Históricamente hemos calificado a los animales no humanos como especies menos dignas de respeto que las personas, por pensar que no tenían "alma" -lo decía Descartes- o por no tener raciocinio. Esto genera una contradicción, pues si el raciocinio fuera el fundamento del respeto a la integridad física, quedarían a merced de la violencia los niños pequeños y los enfermos mentales. Entonces se dice que a estos últimos se los respeta por pertenecer a la especie humana, con lo que se cae en una forma de discriminación a la que hoy llamamos "especismo" pues consiste en dejar fuera de las consideraciones éticas a un grupo de criaturas en virtud únicamente de la especie animal a la que pertenecen, al igual que se excluye a alguien por su raza, su condición social o su sexo.
Para no caer en la contradicción de deberle respeto sólo a quien puede razonar, debemos aceptar que el principio "no hacer sufrir" tiene su base en la capacidad de sentir dolor, no en la de discernir. Siendo así, cualquier especie capaz de sentir dolor tiene intereses, el instinto y el deseo de seguir viviendo y llevar una vida plena, exenta de sufrimiento.
En las corridas de toros no solamente se priva de la vida a un animal para "entretenimiento" de los expectadores, sino que su muerte es lenta y dolorosa, precedida por la inflicción de heridas graves, sangrado e irritación continua del ánimo de la criatura. No se puede justificar éticamente este proceder, tal como nos repugna la idea de una pelea de perros o de una granja industrial castrando sin anestesia a los lechones. Aprovecharse del más indefenso siempre ha sido una actitud que ha merecido condena en todos los sistemas morales.

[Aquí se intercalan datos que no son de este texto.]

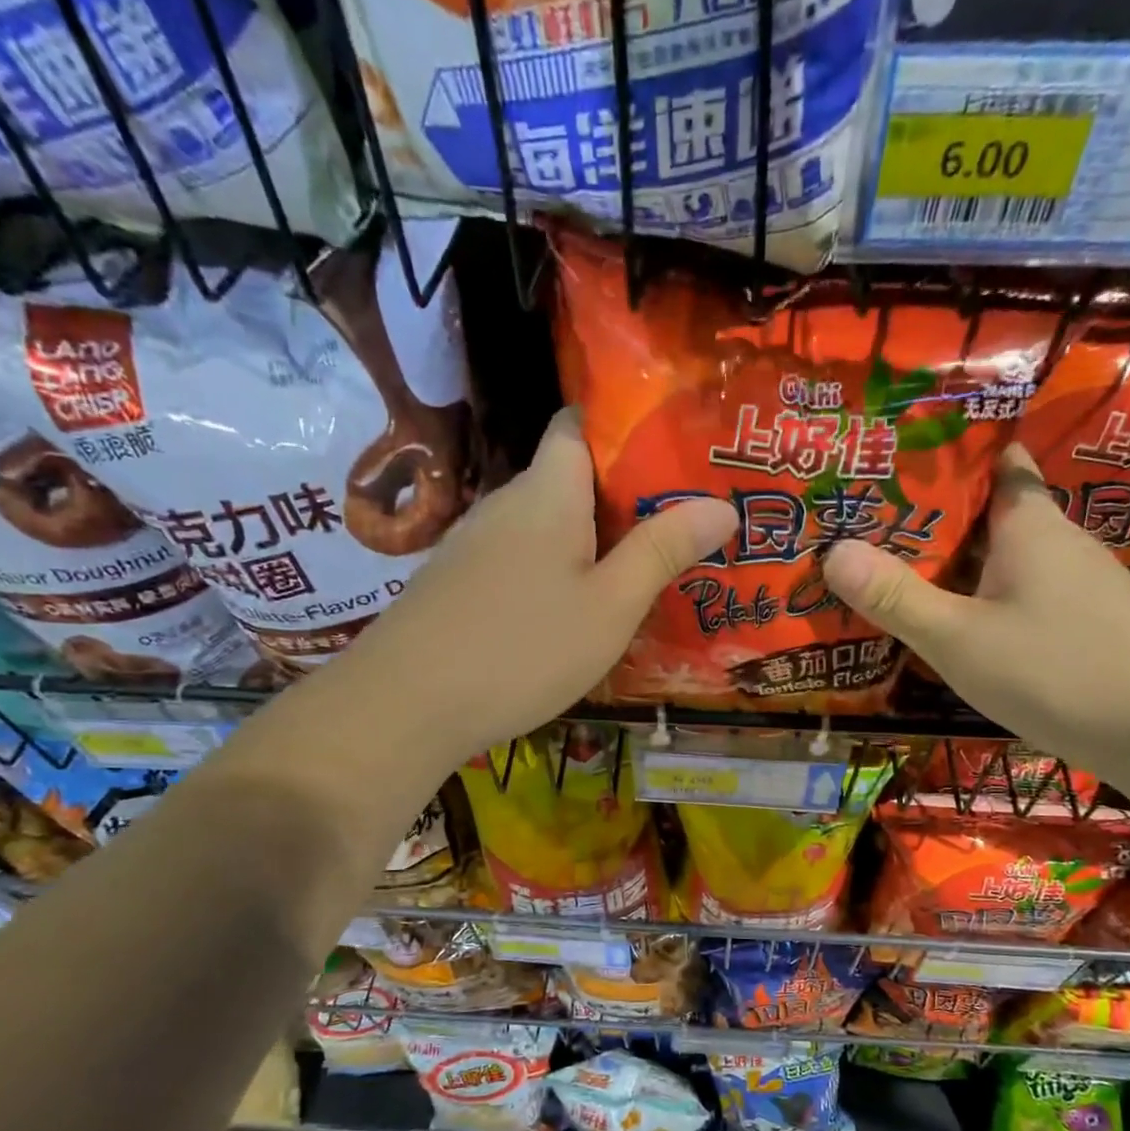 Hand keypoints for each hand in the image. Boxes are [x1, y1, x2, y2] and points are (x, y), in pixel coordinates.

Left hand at [336, 407, 736, 760]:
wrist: (406, 706)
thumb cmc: (522, 648)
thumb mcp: (610, 606)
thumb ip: (662, 551)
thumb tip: (722, 505)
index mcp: (547, 492)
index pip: (579, 424)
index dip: (625, 428)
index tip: (676, 454)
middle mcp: (506, 504)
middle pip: (569, 479)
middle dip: (623, 496)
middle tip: (680, 524)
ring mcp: (475, 545)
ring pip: (545, 526)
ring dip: (590, 540)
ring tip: (641, 568)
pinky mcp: (459, 584)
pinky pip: (521, 560)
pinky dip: (555, 571)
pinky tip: (574, 610)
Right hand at [822, 443, 1129, 775]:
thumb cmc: (1056, 672)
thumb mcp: (959, 639)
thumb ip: (896, 598)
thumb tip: (832, 551)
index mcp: (1031, 526)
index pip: (998, 463)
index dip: (953, 457)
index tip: (901, 461)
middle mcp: (1060, 542)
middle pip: (994, 512)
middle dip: (939, 516)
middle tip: (875, 524)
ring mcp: (1080, 584)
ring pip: (1008, 557)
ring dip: (961, 560)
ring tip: (903, 570)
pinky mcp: (1088, 622)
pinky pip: (1024, 591)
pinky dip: (987, 594)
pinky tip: (962, 621) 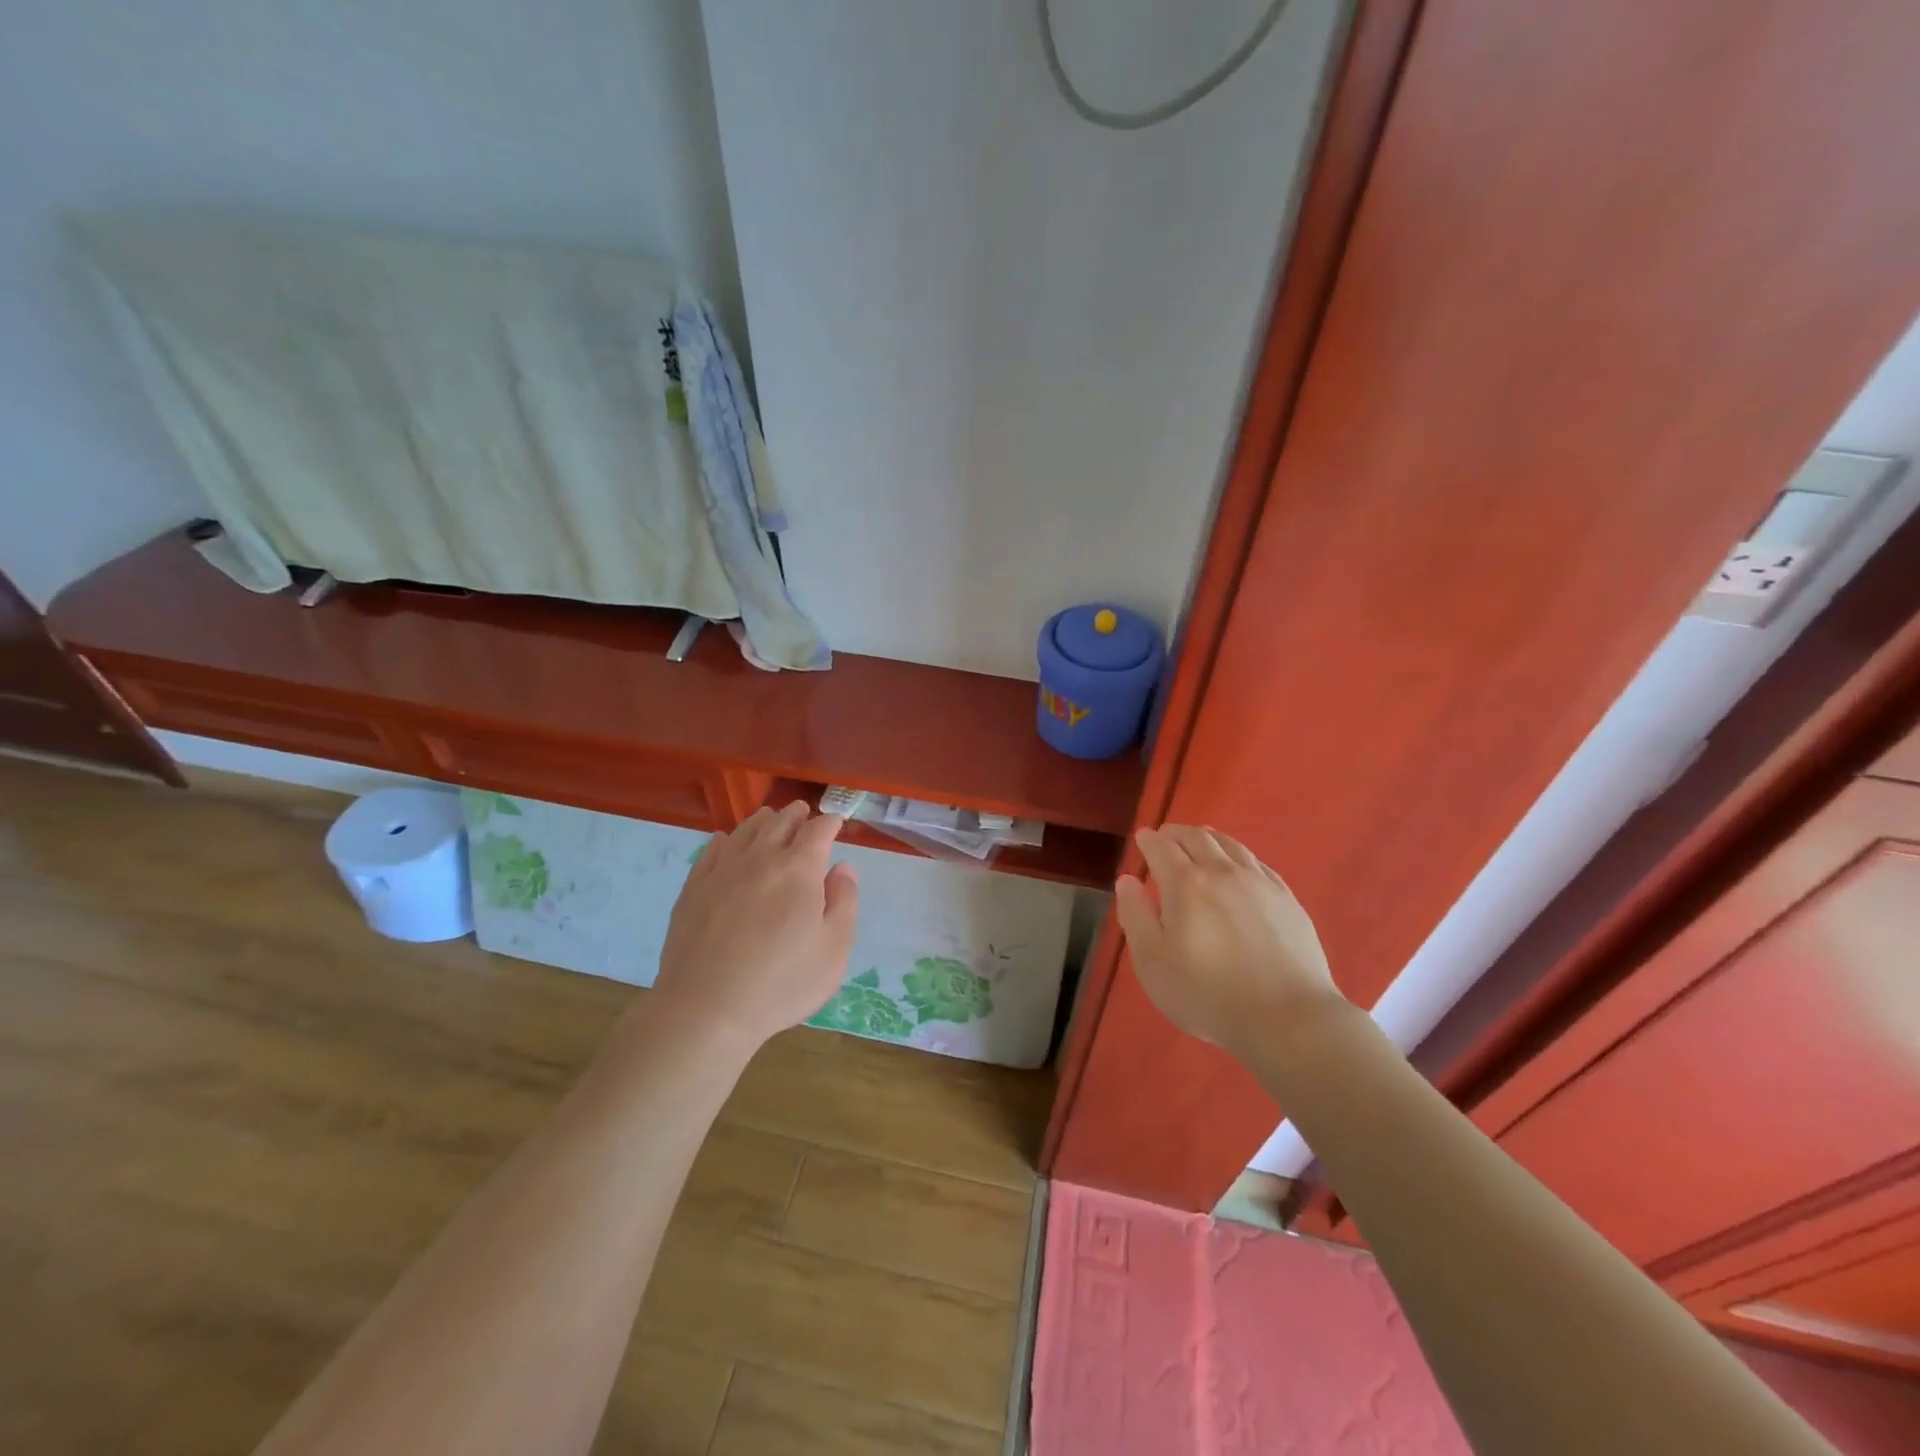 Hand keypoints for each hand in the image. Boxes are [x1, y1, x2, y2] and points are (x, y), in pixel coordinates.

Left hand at [650, 801, 859, 1053]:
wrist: (706, 1009)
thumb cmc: (782, 983)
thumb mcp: (834, 949)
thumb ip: (844, 902)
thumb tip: (842, 868)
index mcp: (799, 869)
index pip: (818, 830)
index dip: (830, 822)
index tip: (836, 822)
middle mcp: (760, 858)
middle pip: (780, 822)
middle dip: (796, 814)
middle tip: (804, 812)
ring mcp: (722, 871)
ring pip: (745, 830)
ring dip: (763, 820)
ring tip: (770, 818)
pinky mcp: (693, 889)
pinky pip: (712, 851)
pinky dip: (725, 840)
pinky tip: (725, 841)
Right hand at [1113, 824, 1347, 1062]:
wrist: (1287, 1018)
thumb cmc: (1208, 994)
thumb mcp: (1153, 962)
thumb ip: (1135, 916)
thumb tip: (1127, 880)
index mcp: (1185, 884)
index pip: (1162, 847)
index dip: (1149, 840)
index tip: (1142, 838)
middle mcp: (1222, 872)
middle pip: (1197, 838)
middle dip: (1177, 833)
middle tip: (1166, 835)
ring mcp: (1259, 883)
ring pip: (1230, 845)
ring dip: (1209, 838)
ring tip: (1201, 838)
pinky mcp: (1287, 899)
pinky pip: (1258, 863)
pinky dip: (1239, 855)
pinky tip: (1239, 864) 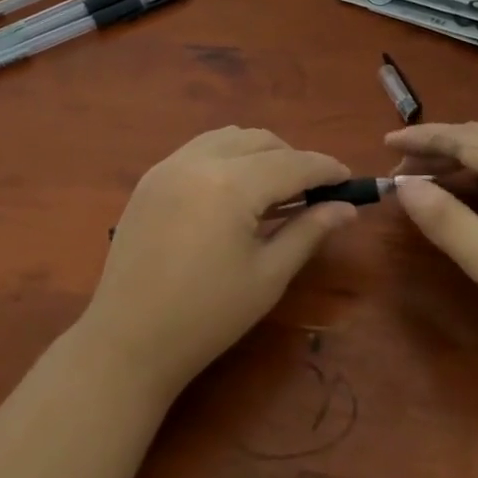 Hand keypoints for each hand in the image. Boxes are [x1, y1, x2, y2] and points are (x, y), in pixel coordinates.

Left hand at [80, 127, 357, 399]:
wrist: (128, 341)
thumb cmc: (207, 317)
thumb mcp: (268, 276)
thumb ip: (308, 232)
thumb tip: (346, 208)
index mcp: (232, 185)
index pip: (292, 164)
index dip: (325, 169)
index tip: (349, 179)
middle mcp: (200, 160)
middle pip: (261, 140)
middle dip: (293, 158)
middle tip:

Me han dicho que mi visión está adelantada a su tiempo y que aún las sociedades deben evolucionar mucho para llegar al punto en que consideren importante el bienestar de los animales. Sin embargo y afortunadamente, sí he podido encontrarme con personas que han caído en la cuenta de que lo que está en juego no es la autonomía de la voluntad del hombre (al que le guste que vaya a la corrida y al que no, no); si no la posibilidad legítima de vivir una vida libre de padecimientos, que todo animal sensible debe tener.